Spring MVC vs Struts Part 2

This Part 2 of my experience switching from Struts to Spring MVC. Part 1 is here.

Now, before I get attacked by a Spring expert I am not claiming that this as a "best practices" post. I'm just describing my experience with Spring MVC and the solution I came up with. I would truly welcome a Spring veteran to come along and explain the right way to do it.

What I wanted was to retrieve certain information from the model and inject it into the view whether one was coming to the controller from the form submission or from any other source, like a link. At first I tried using the formBackingObject since it is always called but since one doesn't have access to the ModelAndView there that doesn't work well. I tried using handleRequest which is also always called but since I was therefore overriding the method from a superclass, which calls onSubmit, I was masking that functionality and causing my onSubmit to be uncalled. I then tried using showForm, which is called to display the form. This ended up being my final, relatively satisfying, solution. It did leave one problem. I wanted to return to the same form after submission but that proved tricky to do from onSubmit. My solution was to call showForm from onSubmit and then return the ModelAndView returned by showForm.

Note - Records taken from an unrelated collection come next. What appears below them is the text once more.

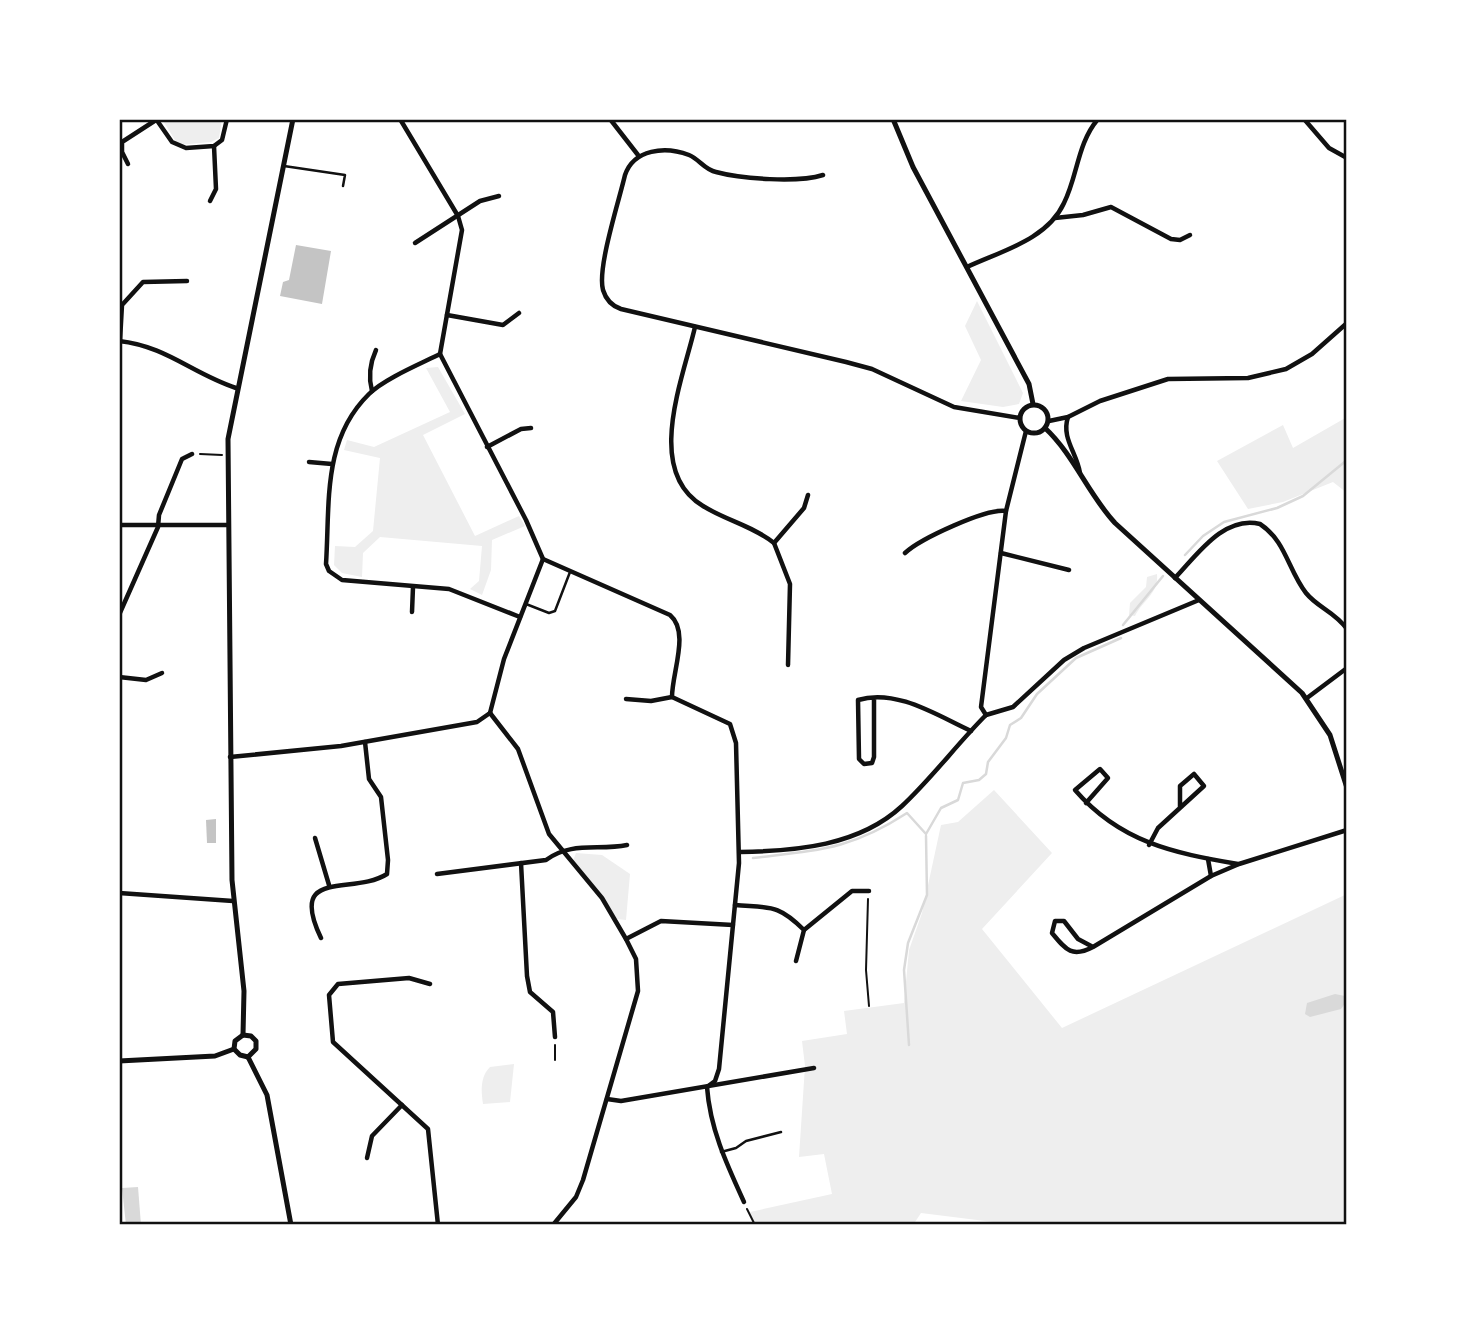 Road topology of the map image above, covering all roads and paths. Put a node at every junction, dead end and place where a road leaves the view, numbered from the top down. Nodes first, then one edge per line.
1 (227, 119) edge
2 (293, 119) edge
3 (400, 119) edge
4 (610, 119) edge
5 (893, 119) edge
6 (1098, 119) edge
7 (1304, 119) edge
8 (156, 120) edge
9 (214, 146) junction
10 (638, 155) junction
11 (1347, 158) edge
12 (128, 164) dead end
13 (284, 166) junction
14 (823, 175) dead end
15 (343, 186) dead end
16 (499, 196) dead end
17 (210, 201) dead end
18 (458, 216) junction
19 (1054, 218) junction
20 (1190, 235) dead end
21 (415, 243) dead end
22 (967, 267) junction
23 (187, 281) dead end
24 (519, 313) dead end
25 (447, 315) junction
26 (1347, 323) edge
27 (695, 327) junction
28 (120, 341) edge
29 (376, 350) dead end
30 (440, 354) junction
31 (236, 388) junction
32 (372, 391) junction
33 (1033, 404) junction
34 (1068, 417) junction
35 (1020, 418) junction
36 (1049, 421) junction
37 (531, 428) dead end
38 (1045, 428) junction
39 (1026, 430) junction
40 (487, 447) junction
41 (192, 454) joint
42 (228, 455) junction
43 (309, 462) dead end
44 (332, 464) junction
45 (1081, 478) junction
46 (808, 495) dead end
47 (1006, 511) junction
48 (119, 525) edge
49 (228, 525) junction
50 (158, 527) junction
51 (774, 543) junction
52 (905, 553) dead end
53 (1001, 553) junction
54 (543, 559) junction
55 (1069, 570) dead end
56 (570, 572) junction
57 (1175, 578) junction
58 (413, 587) junction
59 (1199, 600) junction
60 (526, 604) junction
61 (412, 612) dead end
62 (119, 615) edge
63 (520, 617) junction
64 (1347, 629) edge
65 (788, 665) dead end
66 (1347, 668) edge
67 (162, 673) dead end
68 (119, 677) edge
69 (672, 696) junction
70 (874, 698) junction
71 (1307, 698) junction
72 (626, 699) dead end
73 (490, 713) junction
74 (986, 715) junction
75 (971, 731) junction
76 (365, 742) junction
77 (230, 757) junction
78 (1345, 771) edge
79 (1347, 788) edge
80 (1086, 803) junction
81 (1180, 807) junction
82 (1347, 830) edge
83 (315, 838) dead end
84 (627, 845) dead end
85 (1149, 845) junction
86 (561, 849) junction
87 (740, 852) junction
88 (1208, 859) junction
89 (521, 863) junction
90 (1239, 864) junction
91 (437, 874) dead end
92 (1211, 876) junction
93 (329, 885) junction
94 (869, 891) joint
95 (119, 893) edge
96 (233, 901) junction
97 (735, 905) junction
98 (733, 925) junction
99 (804, 930) junction
100 (321, 938) dead end
101 (626, 939) junction
102 (1093, 947) junction
103 (796, 961) dead end
104 (430, 984) dead end
105 (869, 1006) dead end
106 (243, 1035) junction
107 (555, 1037) joint
108 (234, 1049) junction
109 (248, 1056) junction
110 (555, 1060) dead end
111 (119, 1061) edge
112 (814, 1068) dead end
113 (707, 1087) junction
114 (607, 1099) junction
115 (402, 1105) junction
116 (780, 1132) dead end
117 (721, 1152) junction
118 (367, 1158) dead end
119 (744, 1202) joint
120 (291, 1225) edge
121 (438, 1225) edge
122 (553, 1225) edge
123 (755, 1225) edge

1 - 9 street
2 - 13 street
3 - 18 street
4 - 10 street
5 - 22 street
6 - 19 street
7 - 11 street
8 - 9 street
8 - 12 street
9 - 17 street
10 - 14 street
10 - 27 street
13 - 15 lane
13 - 31 street
16 - 18 street
18 - 21 street
18 - 25 street
19 - 20 street
19 - 22 street
22 - 33 street
23 - 28 street
24 - 25 street
25 - 30 street
26 - 34 street
27 - 35 street
27 - 51 street
28 - 31 street
29 - 32 street
30 - 32 street
30 - 40 street
31 - 42 street
32 - 44 street
33 - 35 street
33 - 36 street
34 - 36 street
34 - 45 street
35 - 39 street
36 - 38 street
37 - 40 street
38 - 39 street
38 - 45 street
39 - 47 street
40 - 54 street
41 - 42 path
41 - 50 street
42 - 49 street
43 - 44 street
44 - 58 street
45 - 57 street
46 - 51 street
47 - 52 street
47 - 53 street
48 - 50 street
49 - 50 street
49 - 77 street
50 - 62 street
51 - 65 street
53 - 55 street
53 - 74 street
54 - 56 street
54 - 60 street
56 - 60 lane
56 - 69 street
57 - 59 street
57 - 64 street
58 - 61 street
58 - 63 street
59 - 71 street
59 - 74 street
60 - 63 street
63 - 73 street
66 - 71 street
67 - 68 street
69 - 72 street
69 - 87 street
70 - 70 street
70 - 75 street
71 - 78 street
73 - 76 street
73 - 86 street
74 - 75 street
75 - 87 street
76 - 77 street
76 - 93 street
77 - 96 street
78 - 79 street
80 - 80 street
80 - 85 street
81 - 81 street
81 - 85 street
82 - 90 street
83 - 93 street
84 - 86 street
85 - 88 street
86 - 89 street
86 - 101 street
87 - 97 street
88 - 90 street
88 - 92 street
89 - 91 street
89 - 107 street
90 - 92 street
92 - 102 street
93 - 100 street
94 - 99 street
94 - 105 path
95 - 96 street
96 - 106 street
97 - 98 street
97 - 99 street
98 - 101 street
98 - 113 street
99 - 103 street
101 - 114 street
102 - 102 street
104 - 115 street
106 - 108 street
106 - 109 street
107 - 110 path
108 - 109 street
108 - 111 street
109 - 120 street
112 - 113 street
113 - 114 street
113 - 117 street
114 - 122 street
115 - 118 street
115 - 121 street
116 - 117 lane
117 - 119 street
119 - 123 path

This has been working pretty well, although not entirely aesthetically satisfying. I wish it was simpler but as with many things, once you figure it out, it's not too bad. If you doubt it's complex check out the workflow in the Javadoc. One has to consider both the workflow in the class and all it's superclasses. On the plus side this give one a great deal of control over how a request is handled.

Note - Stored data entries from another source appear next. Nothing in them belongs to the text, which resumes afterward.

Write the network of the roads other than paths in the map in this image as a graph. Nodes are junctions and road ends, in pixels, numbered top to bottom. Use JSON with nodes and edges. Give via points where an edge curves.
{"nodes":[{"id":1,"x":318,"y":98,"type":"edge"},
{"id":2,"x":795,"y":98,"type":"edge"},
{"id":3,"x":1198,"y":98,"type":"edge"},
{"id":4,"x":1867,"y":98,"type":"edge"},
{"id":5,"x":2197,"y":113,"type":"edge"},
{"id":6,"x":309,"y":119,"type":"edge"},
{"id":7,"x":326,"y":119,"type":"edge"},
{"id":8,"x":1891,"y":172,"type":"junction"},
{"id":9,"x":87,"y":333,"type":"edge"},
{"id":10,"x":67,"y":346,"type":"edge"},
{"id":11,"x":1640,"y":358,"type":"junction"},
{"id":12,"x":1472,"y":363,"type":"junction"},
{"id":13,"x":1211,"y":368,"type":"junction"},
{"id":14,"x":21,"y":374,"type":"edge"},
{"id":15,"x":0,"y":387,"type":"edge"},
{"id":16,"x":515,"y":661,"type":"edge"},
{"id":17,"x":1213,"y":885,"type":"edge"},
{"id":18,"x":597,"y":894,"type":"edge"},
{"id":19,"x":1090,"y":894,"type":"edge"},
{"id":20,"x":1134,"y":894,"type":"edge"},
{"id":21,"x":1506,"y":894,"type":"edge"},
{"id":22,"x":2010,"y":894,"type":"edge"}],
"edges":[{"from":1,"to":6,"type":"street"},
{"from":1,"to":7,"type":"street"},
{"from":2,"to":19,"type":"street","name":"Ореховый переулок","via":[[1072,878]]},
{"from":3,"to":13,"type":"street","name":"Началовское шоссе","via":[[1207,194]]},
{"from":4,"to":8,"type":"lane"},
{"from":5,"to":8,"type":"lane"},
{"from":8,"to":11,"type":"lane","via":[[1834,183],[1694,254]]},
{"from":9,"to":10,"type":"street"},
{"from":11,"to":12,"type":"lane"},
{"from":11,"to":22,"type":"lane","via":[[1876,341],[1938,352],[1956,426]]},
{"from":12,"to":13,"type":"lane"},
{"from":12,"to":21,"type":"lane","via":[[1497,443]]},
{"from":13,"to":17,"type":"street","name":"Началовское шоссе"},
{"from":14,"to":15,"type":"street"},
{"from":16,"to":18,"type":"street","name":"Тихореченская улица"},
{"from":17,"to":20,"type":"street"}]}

But when my headache reaches a certain threshold, I long for Struts.

Note: I will post the actual source soon, in a more detailed description of this project.

2009-04-06

Spring MVC vs Struts

I mentioned a few posts ago that I recently switched from Struts 2 to Spring MVC as my web development platform for a current project. I also mentioned that so far I don't regret my decision although I have some reservations. What I like about Spring MVC is that 1. it's more closely integrated with Spring, and Spring is most assuredly a worthy invention and 2. it does have in certain respects more flexibility than Struts. I'll probably have more to say on those strengths later but for now the point is that that's also Spring MVCs weakness. With flexibility often comes complexity and the Spring MVC controller model is definitely complex relative to Struts'.

Struts has a very tight and simple coupling between the view and the controller. In Webwork (the predecessor to Struts 2) it was extremely simple. You registered your controllers in xwork.xml and referenced them in the actions of your forms and your controller's execute would be automatically called by Webwork on each form submit. A get request directly from a URL is handled in exactly the same way. In Struts 2 it's similar, although a little more flexible. In the struts.xml file one can configure specific methods of the controller to be called, so you aren't just stuck with execute. That was a nice addition.

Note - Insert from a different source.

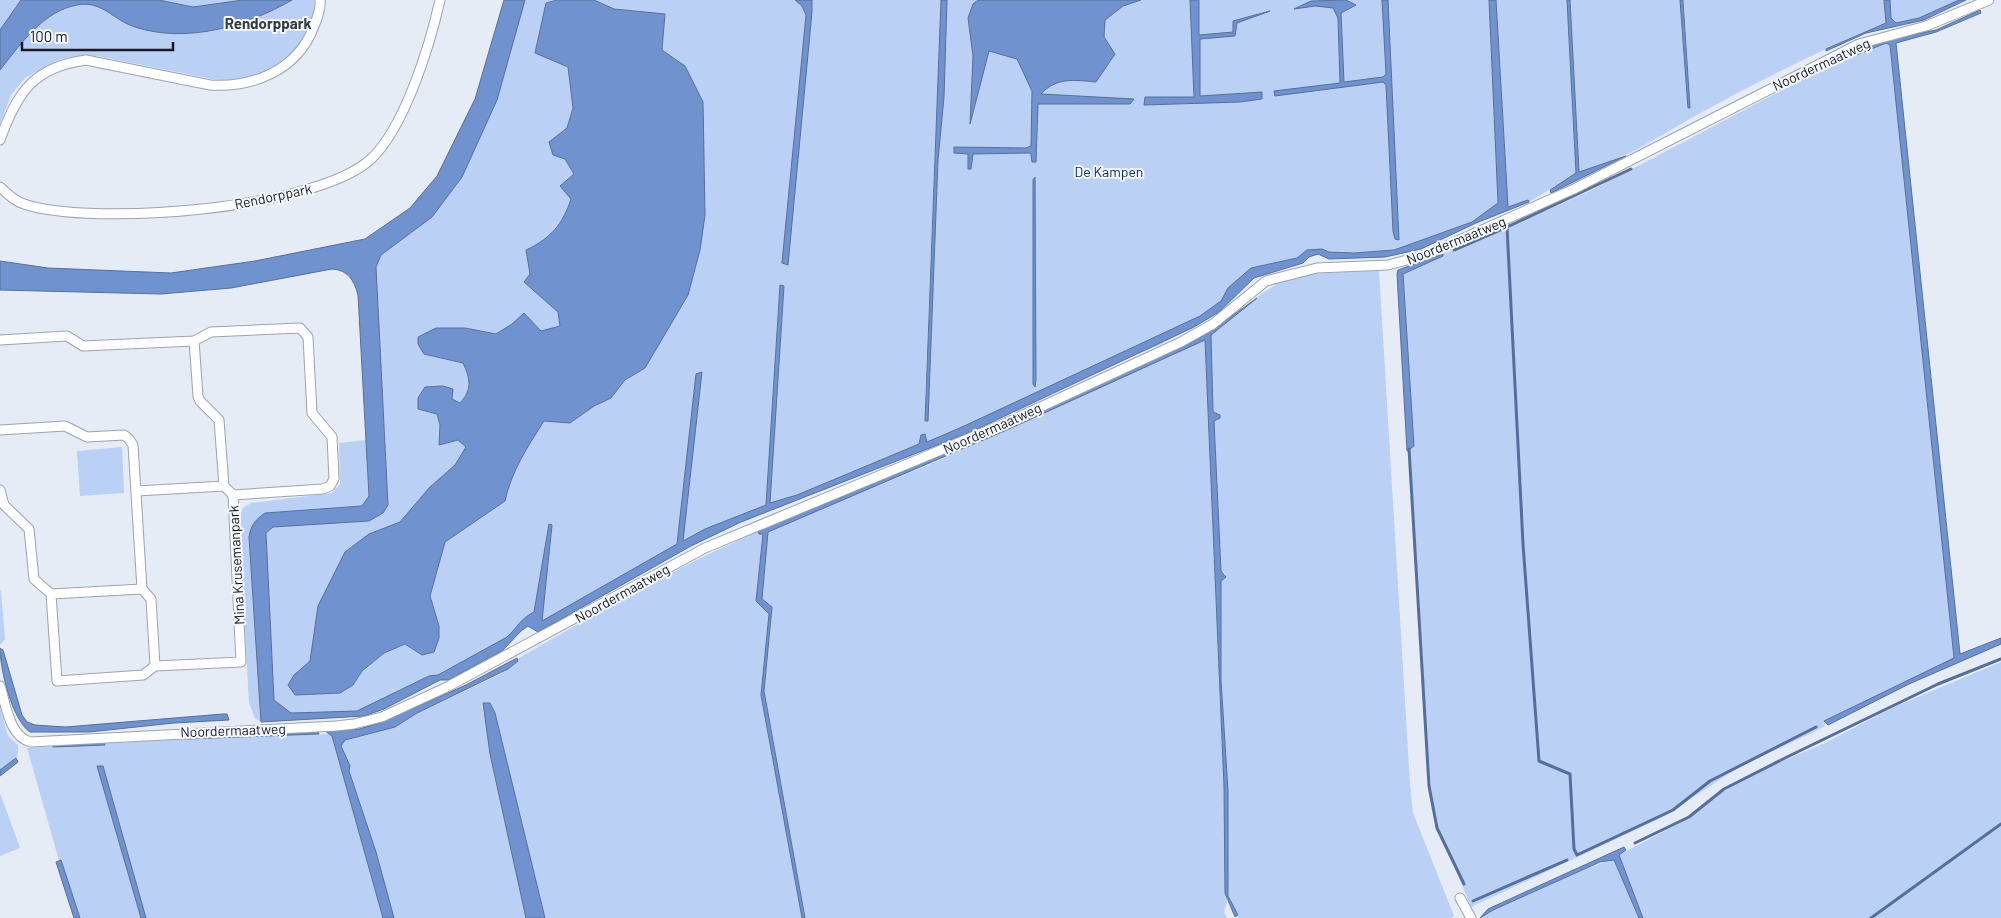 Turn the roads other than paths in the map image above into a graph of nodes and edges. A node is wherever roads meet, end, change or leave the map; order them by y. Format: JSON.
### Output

In Spring MVC it's more complex. First of all Spring MVC mirrors the HTTPServlet doGet/doPost methods more closely as opposed to Struts higher level of abstraction. But Spring adds more methods to handle different cases like onSubmit for form sumission, showForm to display the view and formBackingObject to link the model to the view. These are all chained together depending on the way the controller is entered, say a URL get vs. a form post. Contrast this with the simple description for Struts I gave above. Just one method called, configurable in the struts.xml, no matter how the form is called.

Where I ran into trouble was to be able to have identical things happen whether a user came to the controller via a link or a form submission. I want to check if the user is logged in and I want to retrieve certain information from the model whether this is the initial display of the view or a form submission. The problem is, which methods to use? There are so many to choose from and some don't get called in certain circumstances. Do I use doPost, handleRequest, formBackingObject, showForm or some combination thereof?

Since this post is getting a little too long I think my solution is going to have to be in a "to be continued".

So, stay tuned.

2009-04-05

Halting "Problem" Redux

A while back I posted as an April fools joke: a Java version of the Turing Halting Problem. I recently learned that for Turing halting wasn't a "problem" at all, quite the opposite. The term was rather added by a later commentator (who's name I will post as soon as I look it up) who wanted to express the theorem in modern day computing terms, where infinite loops are generally considered bad things. For Turing, who's purpose was to determine the limits of decidability, that was no problem and in fact programs that didn't halt were considered "good" programs. If an algorithm could keep indefinitely chugging away at a problem and could give an answer, assuming infinite time, then said problem is "decidable". Computing pi, the square root of 2, 1/3... those are all decidable problems. The reason we can't get an exact answer is simply not having enough time (i.e. not having infinite time) to do so. It's not any fundamental problem with the calculation. The halting problem, on the other hand, is inherently "undecidable" since it embodies a paradox.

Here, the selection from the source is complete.